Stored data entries
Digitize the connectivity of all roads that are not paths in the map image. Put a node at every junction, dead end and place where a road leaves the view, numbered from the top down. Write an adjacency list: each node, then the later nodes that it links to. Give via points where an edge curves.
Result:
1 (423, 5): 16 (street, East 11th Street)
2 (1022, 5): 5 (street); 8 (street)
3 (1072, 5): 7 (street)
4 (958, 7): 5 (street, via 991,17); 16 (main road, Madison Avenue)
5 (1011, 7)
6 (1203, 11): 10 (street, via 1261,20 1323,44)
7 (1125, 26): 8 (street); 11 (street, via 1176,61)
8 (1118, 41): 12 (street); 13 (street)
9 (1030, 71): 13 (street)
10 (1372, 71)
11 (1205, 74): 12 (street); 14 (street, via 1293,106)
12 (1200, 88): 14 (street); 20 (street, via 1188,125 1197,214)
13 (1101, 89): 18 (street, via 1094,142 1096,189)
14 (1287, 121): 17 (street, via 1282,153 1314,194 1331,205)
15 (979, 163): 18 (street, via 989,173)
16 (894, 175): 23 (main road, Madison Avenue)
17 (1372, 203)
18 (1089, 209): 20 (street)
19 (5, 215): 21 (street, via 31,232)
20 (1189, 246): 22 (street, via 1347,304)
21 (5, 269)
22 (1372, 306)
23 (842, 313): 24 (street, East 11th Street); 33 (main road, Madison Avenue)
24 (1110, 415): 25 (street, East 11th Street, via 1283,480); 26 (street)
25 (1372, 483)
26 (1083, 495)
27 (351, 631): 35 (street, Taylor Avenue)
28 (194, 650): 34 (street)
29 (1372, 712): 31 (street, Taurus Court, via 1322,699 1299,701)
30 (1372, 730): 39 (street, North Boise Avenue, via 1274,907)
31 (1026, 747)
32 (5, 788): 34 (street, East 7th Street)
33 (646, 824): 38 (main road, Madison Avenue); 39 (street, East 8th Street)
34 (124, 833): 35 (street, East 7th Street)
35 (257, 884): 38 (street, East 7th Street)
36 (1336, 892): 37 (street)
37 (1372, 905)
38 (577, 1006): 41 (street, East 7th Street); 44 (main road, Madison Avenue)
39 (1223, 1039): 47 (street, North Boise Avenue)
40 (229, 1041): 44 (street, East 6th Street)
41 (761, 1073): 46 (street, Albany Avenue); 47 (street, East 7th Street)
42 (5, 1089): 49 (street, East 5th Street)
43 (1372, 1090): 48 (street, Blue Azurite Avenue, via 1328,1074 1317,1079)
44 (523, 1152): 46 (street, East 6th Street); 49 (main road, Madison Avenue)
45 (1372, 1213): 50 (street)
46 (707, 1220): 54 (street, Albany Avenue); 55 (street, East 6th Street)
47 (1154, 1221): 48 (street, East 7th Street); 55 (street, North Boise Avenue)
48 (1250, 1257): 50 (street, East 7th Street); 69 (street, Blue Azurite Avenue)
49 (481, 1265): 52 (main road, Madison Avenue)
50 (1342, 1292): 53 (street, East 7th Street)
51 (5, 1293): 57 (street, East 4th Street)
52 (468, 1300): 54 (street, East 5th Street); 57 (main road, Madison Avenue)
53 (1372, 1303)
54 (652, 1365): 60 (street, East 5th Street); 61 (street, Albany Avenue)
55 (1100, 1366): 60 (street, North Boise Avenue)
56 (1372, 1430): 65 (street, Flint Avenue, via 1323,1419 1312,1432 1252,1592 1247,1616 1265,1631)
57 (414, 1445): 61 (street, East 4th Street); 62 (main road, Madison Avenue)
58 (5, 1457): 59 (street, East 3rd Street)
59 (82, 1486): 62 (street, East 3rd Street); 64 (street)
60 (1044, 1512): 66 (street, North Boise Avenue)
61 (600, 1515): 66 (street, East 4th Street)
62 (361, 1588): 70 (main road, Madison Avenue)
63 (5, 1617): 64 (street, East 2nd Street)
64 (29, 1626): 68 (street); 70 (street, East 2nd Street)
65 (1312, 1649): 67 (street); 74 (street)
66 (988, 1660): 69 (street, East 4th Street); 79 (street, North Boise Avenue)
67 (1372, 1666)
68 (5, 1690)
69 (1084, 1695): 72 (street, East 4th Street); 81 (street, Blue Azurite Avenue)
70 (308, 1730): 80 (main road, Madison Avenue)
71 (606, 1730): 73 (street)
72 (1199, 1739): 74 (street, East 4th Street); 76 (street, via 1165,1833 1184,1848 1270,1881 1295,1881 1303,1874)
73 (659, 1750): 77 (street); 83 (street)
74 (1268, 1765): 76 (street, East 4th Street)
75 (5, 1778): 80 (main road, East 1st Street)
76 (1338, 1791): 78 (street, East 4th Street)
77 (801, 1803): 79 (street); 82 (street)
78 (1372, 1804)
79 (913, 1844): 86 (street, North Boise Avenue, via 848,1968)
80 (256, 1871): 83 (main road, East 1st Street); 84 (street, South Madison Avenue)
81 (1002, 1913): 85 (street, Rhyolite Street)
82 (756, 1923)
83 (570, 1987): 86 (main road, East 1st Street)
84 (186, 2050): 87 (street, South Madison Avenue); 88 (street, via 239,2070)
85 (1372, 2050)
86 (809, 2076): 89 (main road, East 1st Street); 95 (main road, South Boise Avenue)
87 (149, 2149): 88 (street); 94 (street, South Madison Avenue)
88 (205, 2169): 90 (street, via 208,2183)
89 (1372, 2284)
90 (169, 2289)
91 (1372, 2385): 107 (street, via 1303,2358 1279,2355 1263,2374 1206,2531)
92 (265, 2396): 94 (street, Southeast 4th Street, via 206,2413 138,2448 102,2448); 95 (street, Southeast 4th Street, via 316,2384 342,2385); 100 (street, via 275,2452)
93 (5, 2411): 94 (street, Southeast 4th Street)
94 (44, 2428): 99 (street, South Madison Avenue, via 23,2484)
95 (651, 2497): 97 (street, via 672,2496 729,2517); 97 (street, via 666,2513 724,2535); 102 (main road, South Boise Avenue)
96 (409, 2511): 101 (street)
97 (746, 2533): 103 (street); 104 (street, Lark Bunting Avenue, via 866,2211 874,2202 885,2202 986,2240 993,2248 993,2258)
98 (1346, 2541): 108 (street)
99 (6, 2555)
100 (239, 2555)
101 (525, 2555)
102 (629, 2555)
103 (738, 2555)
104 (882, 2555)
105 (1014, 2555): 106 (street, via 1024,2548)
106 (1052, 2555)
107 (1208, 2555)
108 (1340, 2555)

▸ Task description: Every line of the records should be reproduced exactly.

▸ Output for this exercise:
Digitize the connectivity of all roads that are not paths in the map image. Put a node at every junction, dead end and place where a road leaves the view, numbered from the top down. Write an adjacency list: each node, then the later nodes that it links to. Give via points where an edge curves.
Result:
1 (423, 5): 16 (street, East 11th Street)
2 (1022, 5): 5 (street); 8 (street)
3 (1072, 5): 7 (street)
4 (958, 7): 5 (street, via 991,17); 16 (main road, Madison Avenue)
5 (1011, 7)
6 (1203, 11): 10 (street, via 1261,20 1323,44)
7 (1125, 26): 8 (street); 11 (street, via 1176,61)
8 (1118, 41): 12 (street); 13 (street)
9 (1030, 71): 13 (street)
10 (1372, 71)
11 (1205, 74): 12 (street); 14 (street, via 1293,106)
12 (1200, 88): 14 (street); 20 (street, via 1188,125 1197,214)
13 (1101, 89): 18 (street, via 1094,142 1096,189)
14 (1287, 121): 17 (street, via 1282,153 1314,194 1331,205)
15 (979, 163): 18 (street, via 989,173)
16 (894, 175): 23 (main road, Madison Avenue)
17 (1372, 203)
18 (1089, 209): 20 (street)
19 (5, 215): 21 (street, via 31,232)
20 (1189, 246): 22 (street, via 1347,304)
21 (5, 269)
22 (1372, 306)
23 (842, 313): 24 (street, East 11th Street); 33 (main road, Madison Avenue)
24 (1110, 415): 25 (street, East 11th Street, via 1283,480); 26 (street)
25 (1372, 483)
26 (1083, 495)
27 (351, 631): 35 (street, Taylor Avenue)
28 (194, 650): 34 (street)
29 (1372, 712): 31 (street, Taurus Court, via 1322,699 1299,701)
30 (1372, 730): 39 (street, North Boise Avenue, via 1274,907)
31 (1026, 747)
32 (5, 788): 34 (street, East 7th Street)
33 (646, 824): 38 (main road, Madison Avenue); 39 (street, East 8th Street)
34 (124, 833): 35 (street, East 7th Street)
35 (257, 884): 38 (street, East 7th Street)
36 (1336, 892): 37 (street)
37 (1372, 905)
38 (577, 1006): 41 (street, East 7th Street); 44 (main road, Madison Avenue)
39 (1223, 1039): 47 (street, North Boise Avenue)
40 (229, 1041): 44 (street, East 6th Street)
41 (761, 1073): 46 (street, Albany Avenue); 47 (street, East 7th Street)
42 (5, 1089): 49 (street, East 5th Street)
43 (1372, 1090): 48 (street, Blue Azurite Avenue, via 1328,1074 1317,1079)
44 (523, 1152): 46 (street, East 6th Street); 49 (main road, Madison Avenue)
45 (1372, 1213): 50 (street)
46 (707, 1220): 54 (street, Albany Avenue); 55 (street, East 6th Street)
47 (1154, 1221): 48 (street, East 7th Street); 55 (street, North Boise Avenue)
48 (1250, 1257): 50 (street, East 7th Street); 69 (street, Blue Azurite Avenue)
49 (481, 1265): 52 (main road, Madison Avenue)
50 (1342, 1292): 53 (street, East 7th Street)
51 (5, 1293): 57 (street, East 4th Street)
52 (468, 1300): 54 (street, East 5th Street); 57 (main road, Madison Avenue)
53 (1372, 1303)
54 (652, 1365): 60 (street, East 5th Street); 61 (street, Albany Avenue)
55 (1100, 1366): 60 (street, North Boise Avenue)
56 (1372, 1430): 65 (street, Flint Avenue, via 1323,1419 1312,1432 1252,1592 1247,1616 1265,1631)
57 (414, 1445): 61 (street, East 4th Street); 62 (main road, Madison Avenue)
58 (5, 1457): 59 (street, East 3rd Street)
59 (82, 1486): 62 (street, East 3rd Street); 64 (street)
60 (1044, 1512): 66 (street, North Boise Avenue)
61 (600, 1515): 66 (street, East 4th Street)
62 (361, 1588): 70 (main road, Madison Avenue)
63 (5, 1617): 64 (street, East 2nd Street)
64 (29, 1626): 68 (street); 70 (street, East 2nd Street)
65 (1312, 1649): 67 (street); 74 (street)
66 (988, 1660): 69 (street, East 4th Street); 79 (street, North Boise Avenue)
67 (1372, 1666)
68 (5, 1690)
69 (1084, 1695): 72 (street, East 4th Street); 81 (street, Blue Azurite Avenue)
70 (308, 1730): 80 (main road, Madison Avenue)
71 (606, 1730): 73 (street)
72 (1199, 1739): 74 (street, East 4th Street); 76 (street, via 1165,1833 1184,1848 1270,1881 1295,1881 1303,1874)
73 (659, 1750): 77 (street); 83 (street)
74 (1268, 1765): 76 (street, East 4th Street)
75 (5, 1778): 80 (main road, East 1st Street)
76 (1338, 1791): 78 (street, East 4th Street)
77 (801, 1803): 79 (street); 82 (street)
78 (1372, 1804)
79 (913, 1844): 86 (street, North Boise Avenue, via 848,1968)
80 (256, 1871): 83 (main road, East 1st Street); 84 (street, South Madison Avenue)
81 (1002, 1913): 85 (street, Rhyolite Street)
82 (756, 1923)
83 (570, 1987): 86 (main road, East 1st Street)
84 (186, 2050): 87 (street, South Madison Avenue); 88 (street, via 239,2070)
85 (1372, 2050)
86 (809, 2076): 89 (main road, East 1st Street); 95 (main road, South Boise Avenue)
87 (149, 2149): 88 (street); 94 (street, South Madison Avenue)
88 (205, 2169): 90 (street, via 208,2183)
89 (1372, 2284)
90 (169, 2289)
91 (1372, 2385): 107 (street, via 1303,2358 1279,2355 1263,2374 1206,2531)
92 (265, 2396): 94 (street, Southeast 4th Street, via 206,2413 138,2448 102,2448); 95 (street, Southeast 4th Street, via 316,2384 342,2385); 100 (street, via 275,2452)
93 (5, 2411): 94 (street, Southeast 4th Street)
94 (44, 2428): 99 (street, South Madison Avenue, via 23,2484)
95 (651, 2497): 97 (street, via 672,2496 729,2517); 97 (street, via 666,2513 724,2535); 102 (main road, South Boise Avenue)
96 (409, 2511): 101 (street)
97 (746, 2533): 103 (street); 104 (street, Lark Bunting Avenue, via 866,2211 874,2202 885,2202 986,2240 993,2248 993,2258)
98 (1346, 2541): 108 (street)
99 (6, 2555)
100 (239, 2555)
101 (525, 2555)
102 (629, 2555)
103 (738, 2555)
104 (882, 2555)
105 (1014, 2555): 106 (street, via 1024,2548)
106 (1052, 2555)
107 (1208, 2555)
108 (1340, 2555)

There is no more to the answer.